Someone had on his lemony cologne. I could turn up my headphones and I could even close my eyes if I saw something I didn’t want to see. But I couldn’t stop breathing. I increased the incline and turned up the sound on Empire.
He’d been such a surprise. Sexy and powerful, just the way I liked my men, but what that scent brought back was the fact that he was so much fun. He joked. He played. He made me smile. I stopped trying to avoid thoughts of him and let them come. The color of his hair and his gray-green eyes that I realized were the exact color of artichokes. His smile. His spontaneity. His stupid jokes and his terribly clever ones.

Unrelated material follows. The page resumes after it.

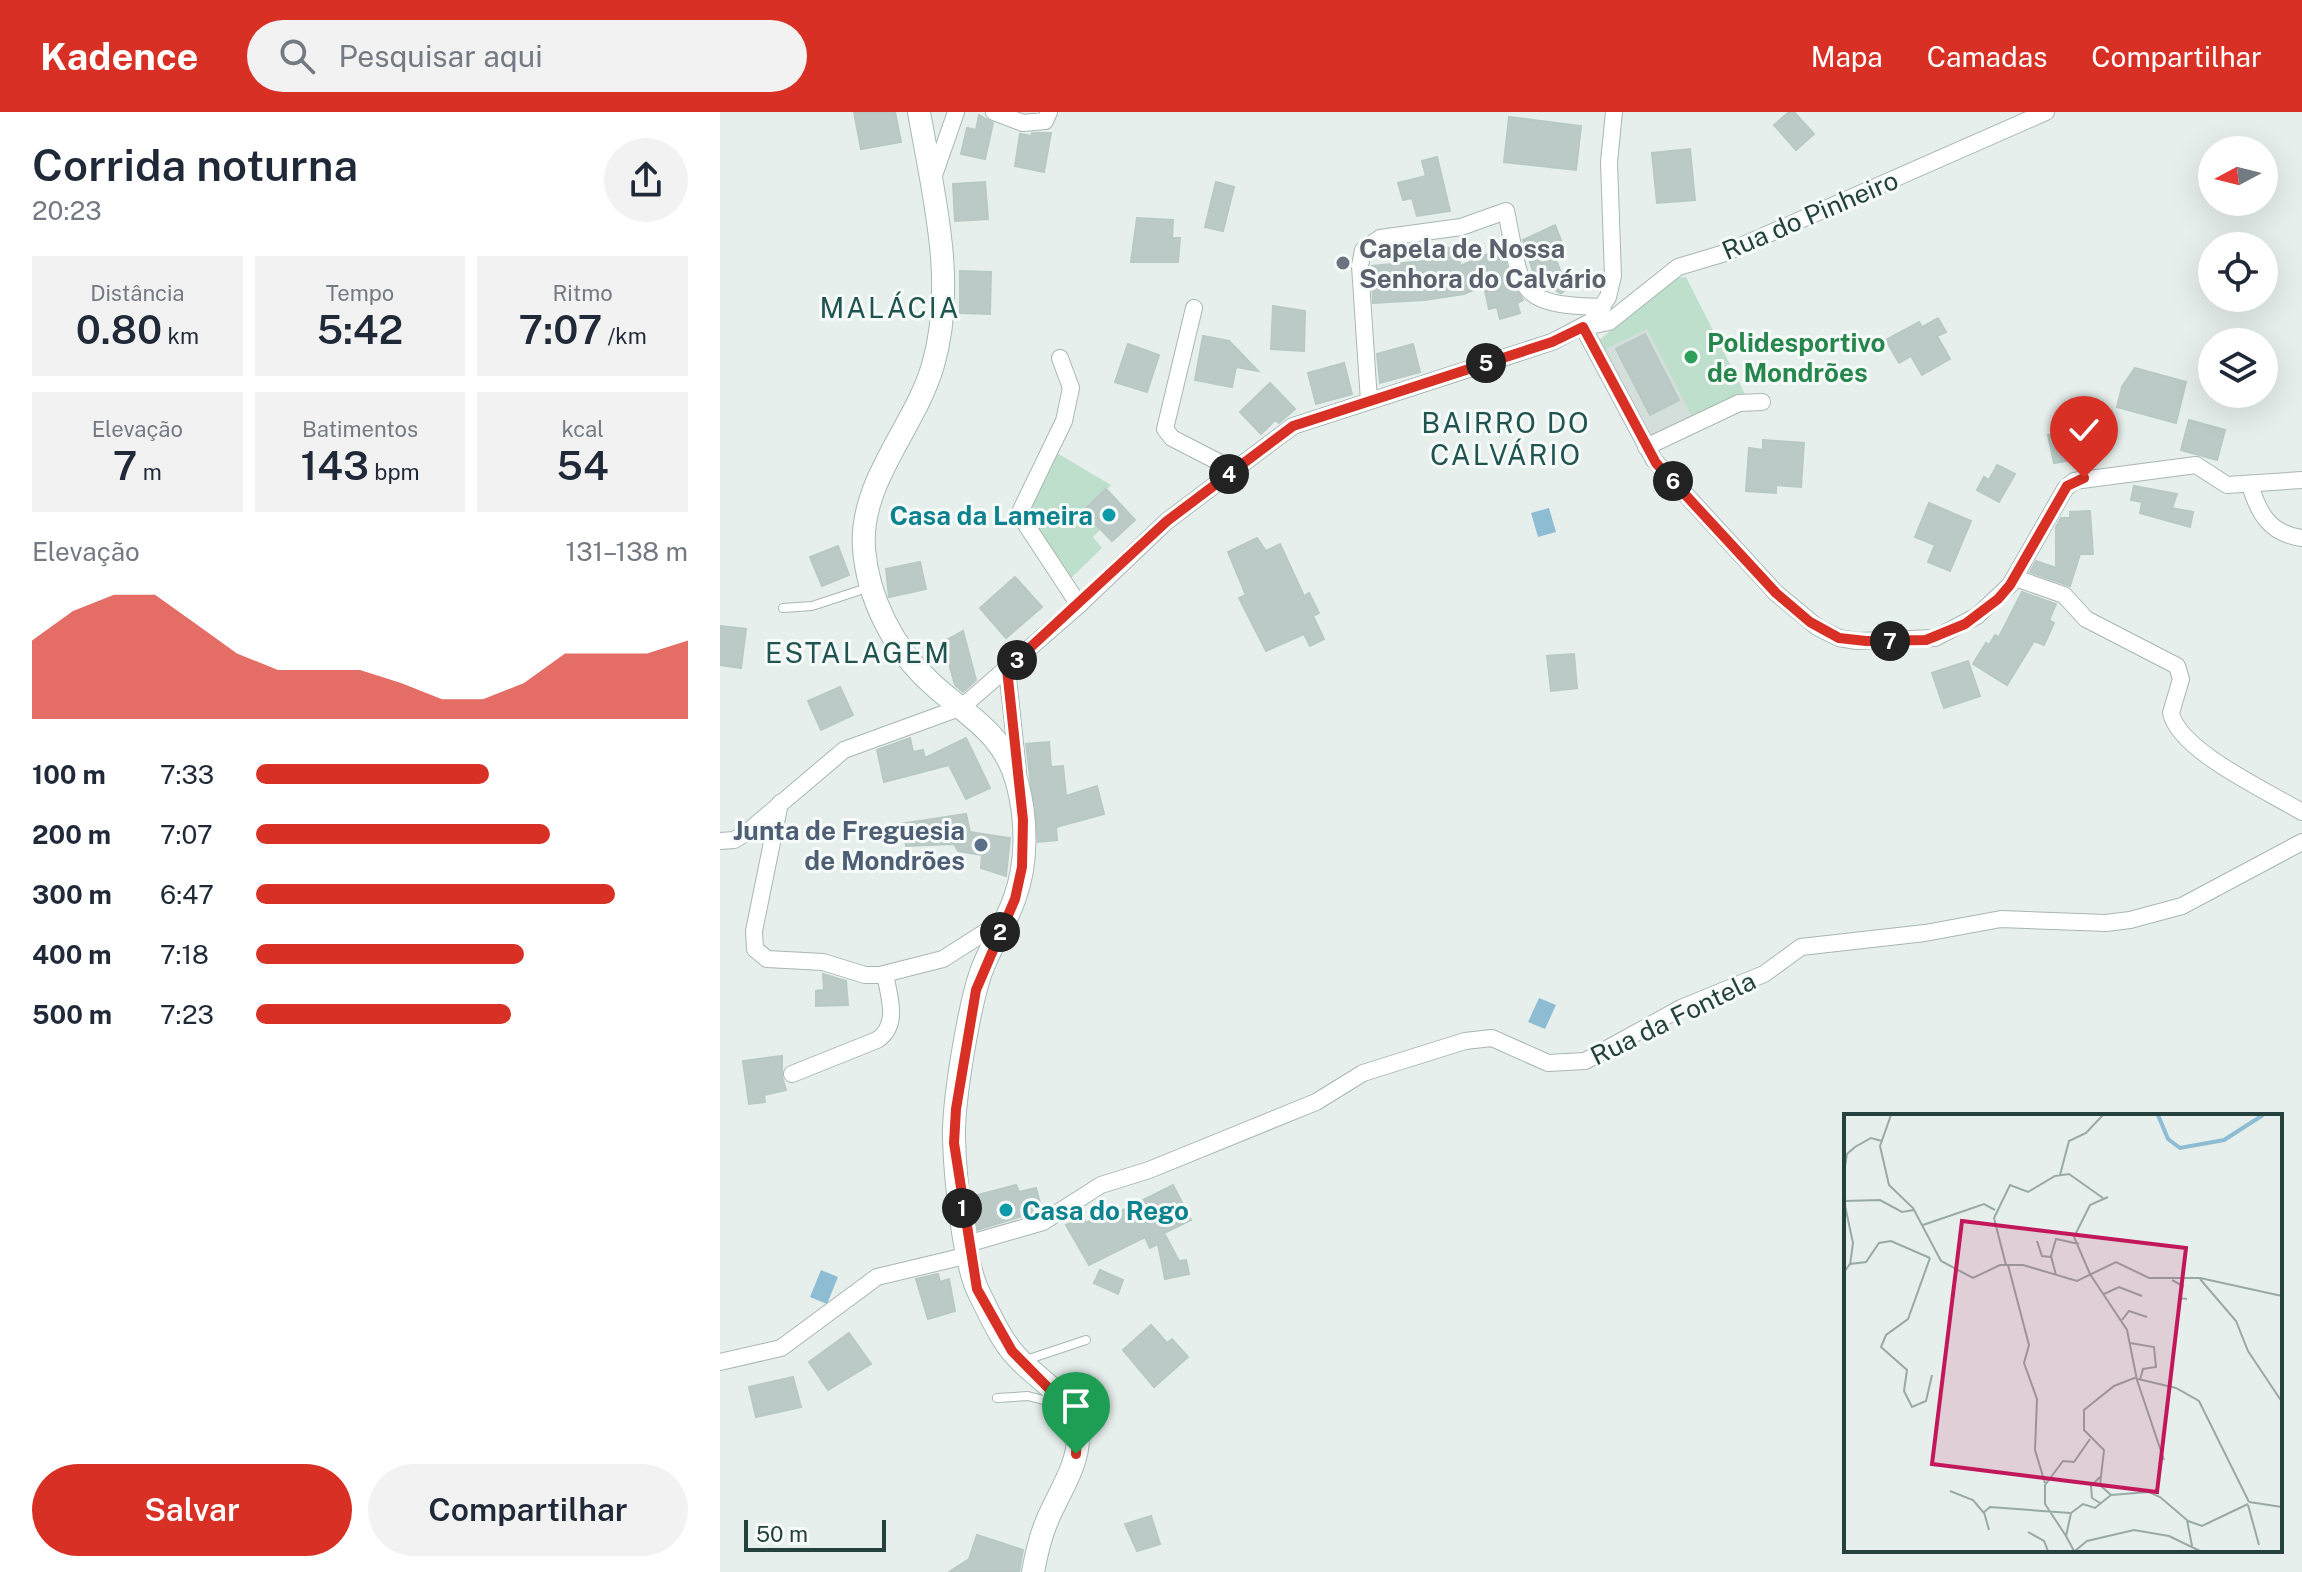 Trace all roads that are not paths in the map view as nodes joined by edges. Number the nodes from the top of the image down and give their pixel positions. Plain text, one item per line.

I realized I was smiling and looked up at myself in the mirror.
There was the source of the cologne. Roman was running on the treadmill next to me. He made the peace sign in the mirror.
I punched the stop button and the treadmill came to an abrupt halt. I hopped off and snapped my towel off the rail.
“That’s weird, Roman. Just weird.”
He calmly stopped his treadmill. My clothes and hair stuck to me and I was breathing like a dog. No man should see me like that, but this man in particular had no choice.
“I’m a member, Raven. Since way before I met you.”
“You just stood there watching me.”
“I wasn’t standing. I was running.” He wiped his face with his towel, not that he needed to. Even sweaty, he was perfect.